» DATA
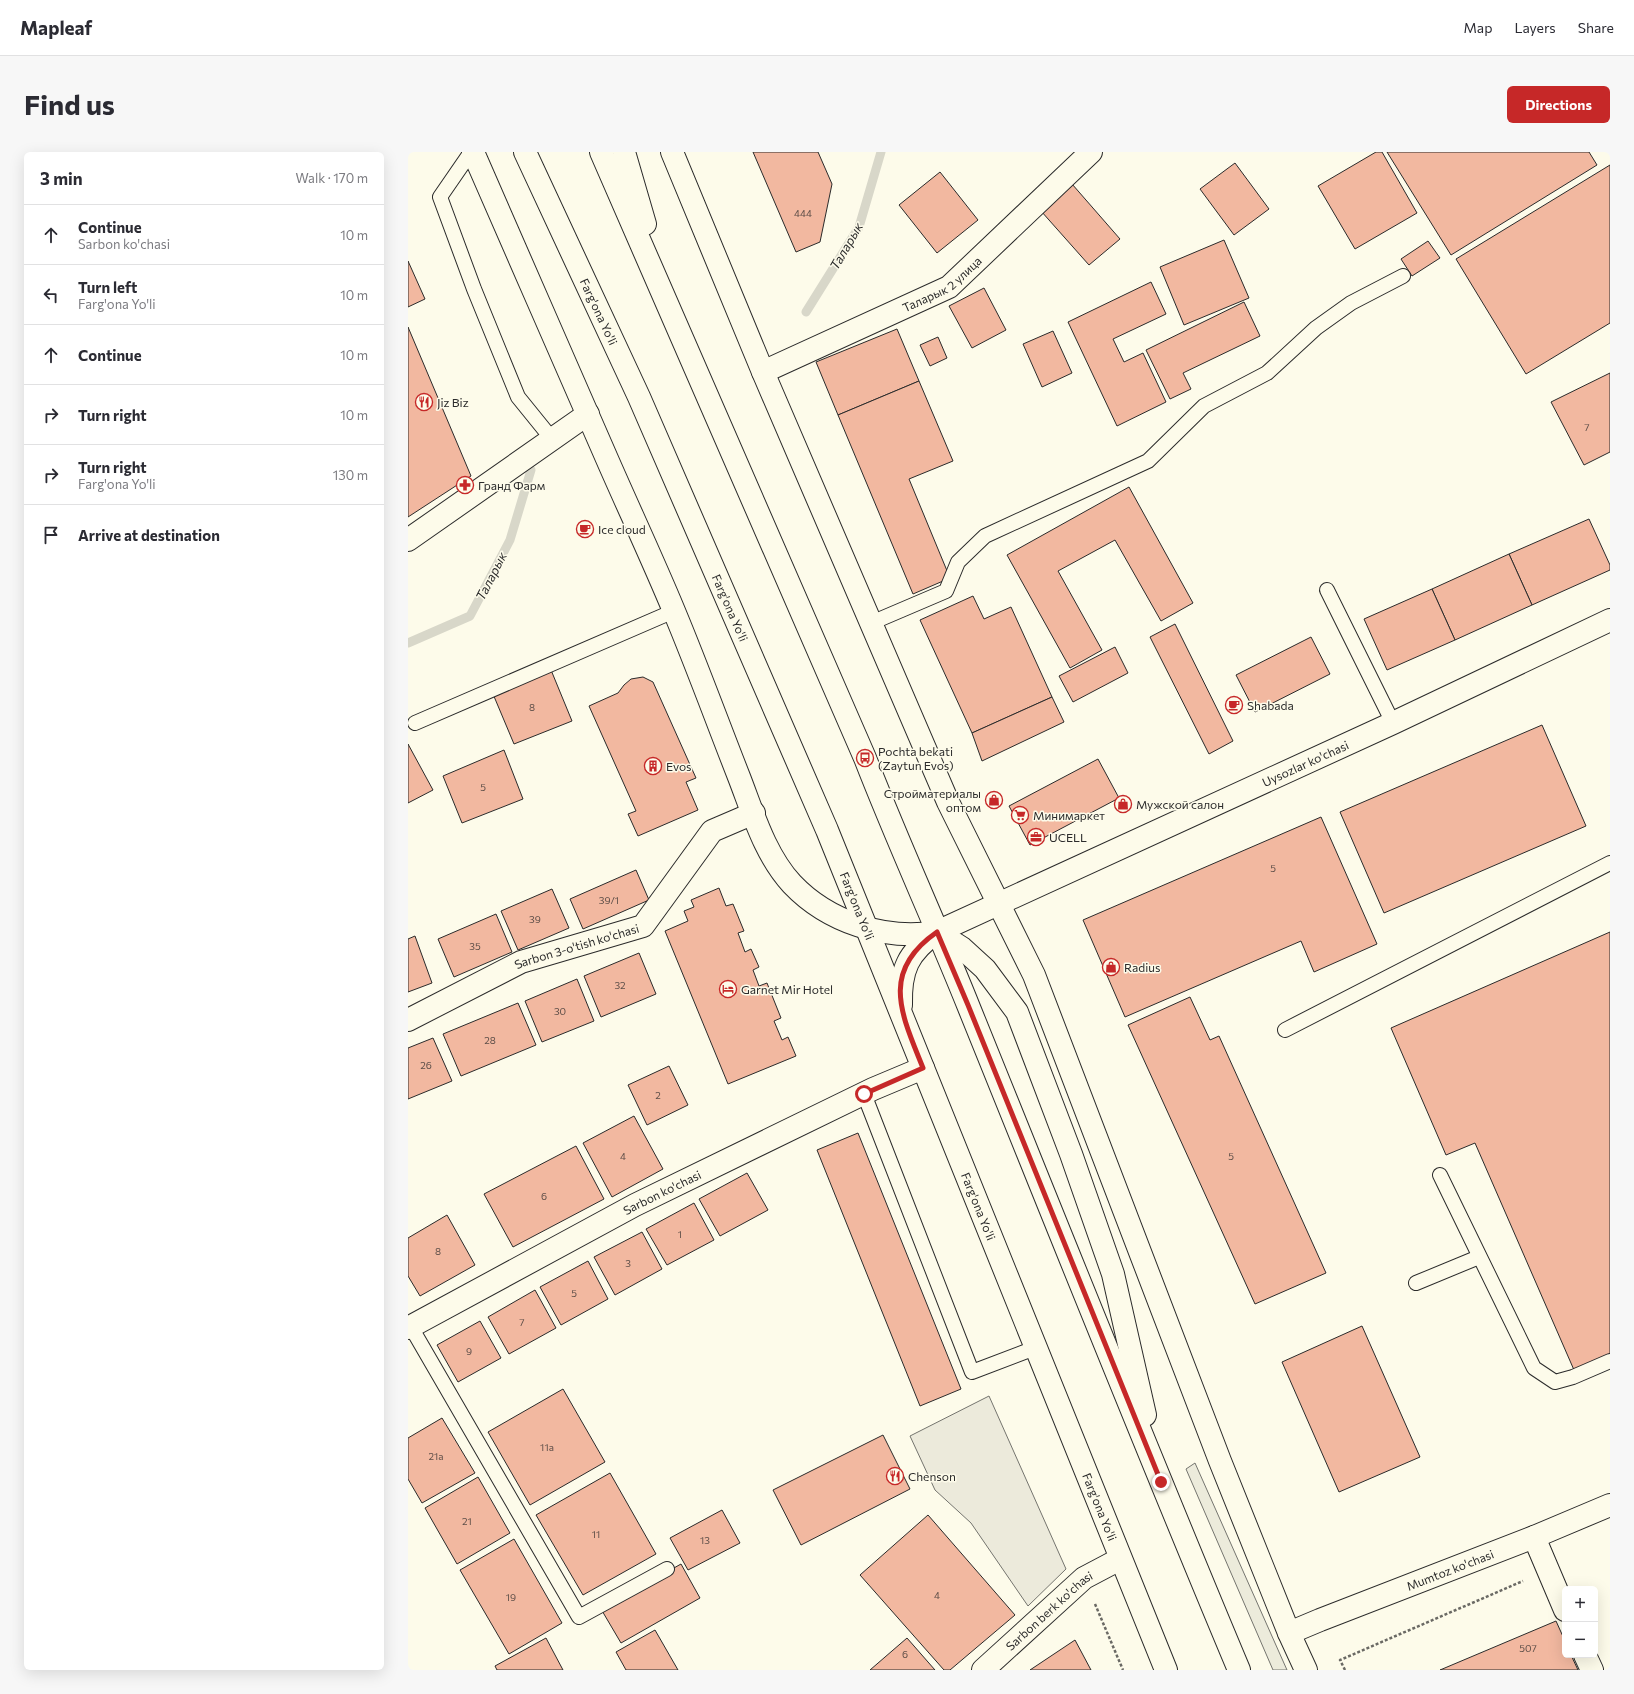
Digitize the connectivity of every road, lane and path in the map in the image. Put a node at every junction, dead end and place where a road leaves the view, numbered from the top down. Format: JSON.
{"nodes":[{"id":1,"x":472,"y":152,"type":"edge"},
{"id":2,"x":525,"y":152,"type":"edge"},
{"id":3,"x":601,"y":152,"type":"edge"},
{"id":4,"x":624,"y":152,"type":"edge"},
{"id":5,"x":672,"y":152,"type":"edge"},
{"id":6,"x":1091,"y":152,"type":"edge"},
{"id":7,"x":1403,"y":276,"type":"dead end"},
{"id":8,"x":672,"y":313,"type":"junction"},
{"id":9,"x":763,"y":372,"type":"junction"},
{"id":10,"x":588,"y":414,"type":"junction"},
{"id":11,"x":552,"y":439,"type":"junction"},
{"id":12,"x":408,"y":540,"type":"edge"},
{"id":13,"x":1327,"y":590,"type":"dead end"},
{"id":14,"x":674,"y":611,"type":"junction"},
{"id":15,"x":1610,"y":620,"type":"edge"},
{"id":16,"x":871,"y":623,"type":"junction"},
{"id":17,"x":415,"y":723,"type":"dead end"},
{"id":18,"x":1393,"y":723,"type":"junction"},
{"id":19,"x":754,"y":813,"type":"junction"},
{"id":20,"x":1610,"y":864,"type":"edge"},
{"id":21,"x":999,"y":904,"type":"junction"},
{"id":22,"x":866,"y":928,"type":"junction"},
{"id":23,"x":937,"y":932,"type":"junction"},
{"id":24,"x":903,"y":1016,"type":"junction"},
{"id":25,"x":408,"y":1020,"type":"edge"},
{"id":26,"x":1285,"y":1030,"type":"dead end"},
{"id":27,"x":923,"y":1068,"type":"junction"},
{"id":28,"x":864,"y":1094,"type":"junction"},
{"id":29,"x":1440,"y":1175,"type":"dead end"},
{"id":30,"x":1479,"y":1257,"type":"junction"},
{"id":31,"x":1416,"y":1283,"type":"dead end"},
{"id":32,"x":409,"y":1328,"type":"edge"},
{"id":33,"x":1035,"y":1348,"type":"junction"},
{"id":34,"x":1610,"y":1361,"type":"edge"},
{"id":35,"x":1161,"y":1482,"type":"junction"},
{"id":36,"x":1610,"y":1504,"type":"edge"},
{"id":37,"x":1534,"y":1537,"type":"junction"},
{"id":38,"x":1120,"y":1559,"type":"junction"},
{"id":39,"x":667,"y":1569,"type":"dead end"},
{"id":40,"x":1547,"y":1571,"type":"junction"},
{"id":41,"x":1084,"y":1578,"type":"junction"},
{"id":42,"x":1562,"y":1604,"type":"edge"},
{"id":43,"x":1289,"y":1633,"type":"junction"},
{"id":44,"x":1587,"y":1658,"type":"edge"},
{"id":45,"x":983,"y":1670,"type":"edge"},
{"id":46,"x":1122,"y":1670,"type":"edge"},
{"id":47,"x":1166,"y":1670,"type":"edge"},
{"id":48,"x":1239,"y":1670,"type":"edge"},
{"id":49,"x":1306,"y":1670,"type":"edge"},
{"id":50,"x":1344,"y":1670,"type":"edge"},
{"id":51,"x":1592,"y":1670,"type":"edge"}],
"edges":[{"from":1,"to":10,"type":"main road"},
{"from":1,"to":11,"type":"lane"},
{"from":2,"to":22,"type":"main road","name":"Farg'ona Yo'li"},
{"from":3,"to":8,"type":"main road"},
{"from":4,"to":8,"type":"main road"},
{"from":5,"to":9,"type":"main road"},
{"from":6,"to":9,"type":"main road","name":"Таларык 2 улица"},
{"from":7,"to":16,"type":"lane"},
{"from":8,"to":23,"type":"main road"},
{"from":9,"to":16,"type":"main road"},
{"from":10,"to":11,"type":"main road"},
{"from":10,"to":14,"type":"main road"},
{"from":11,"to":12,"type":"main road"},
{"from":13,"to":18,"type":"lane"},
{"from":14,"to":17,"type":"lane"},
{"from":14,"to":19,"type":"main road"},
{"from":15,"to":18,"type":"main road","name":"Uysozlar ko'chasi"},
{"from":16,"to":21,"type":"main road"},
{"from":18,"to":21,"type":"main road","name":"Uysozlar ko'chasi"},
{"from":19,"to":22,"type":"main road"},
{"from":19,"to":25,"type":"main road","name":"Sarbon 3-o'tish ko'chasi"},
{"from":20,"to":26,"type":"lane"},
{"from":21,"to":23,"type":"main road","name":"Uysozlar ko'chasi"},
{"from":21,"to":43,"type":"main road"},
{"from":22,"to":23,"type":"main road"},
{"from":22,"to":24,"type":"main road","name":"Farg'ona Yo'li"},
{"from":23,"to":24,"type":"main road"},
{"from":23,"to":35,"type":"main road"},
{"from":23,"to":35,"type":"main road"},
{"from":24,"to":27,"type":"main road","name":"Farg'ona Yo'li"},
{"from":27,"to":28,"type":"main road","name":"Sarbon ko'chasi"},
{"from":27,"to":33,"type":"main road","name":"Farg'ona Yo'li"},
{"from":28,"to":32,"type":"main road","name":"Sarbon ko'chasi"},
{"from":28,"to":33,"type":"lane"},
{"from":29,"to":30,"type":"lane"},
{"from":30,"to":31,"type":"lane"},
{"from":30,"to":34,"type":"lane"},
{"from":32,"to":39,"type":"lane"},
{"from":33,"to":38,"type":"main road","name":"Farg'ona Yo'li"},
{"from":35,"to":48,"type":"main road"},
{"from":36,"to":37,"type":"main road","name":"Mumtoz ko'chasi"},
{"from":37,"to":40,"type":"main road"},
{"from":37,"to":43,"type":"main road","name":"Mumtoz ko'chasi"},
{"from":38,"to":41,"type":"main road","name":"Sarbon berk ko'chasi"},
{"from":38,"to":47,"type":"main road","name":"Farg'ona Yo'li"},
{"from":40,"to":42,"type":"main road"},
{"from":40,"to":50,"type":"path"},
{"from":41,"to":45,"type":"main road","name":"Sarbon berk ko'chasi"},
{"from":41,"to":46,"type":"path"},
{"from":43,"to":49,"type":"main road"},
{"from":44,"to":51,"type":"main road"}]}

» WHAT YOU WILL DO
Return only the count of lines in the records that hold the word "Sarbon".

» RESPONSE AREA
5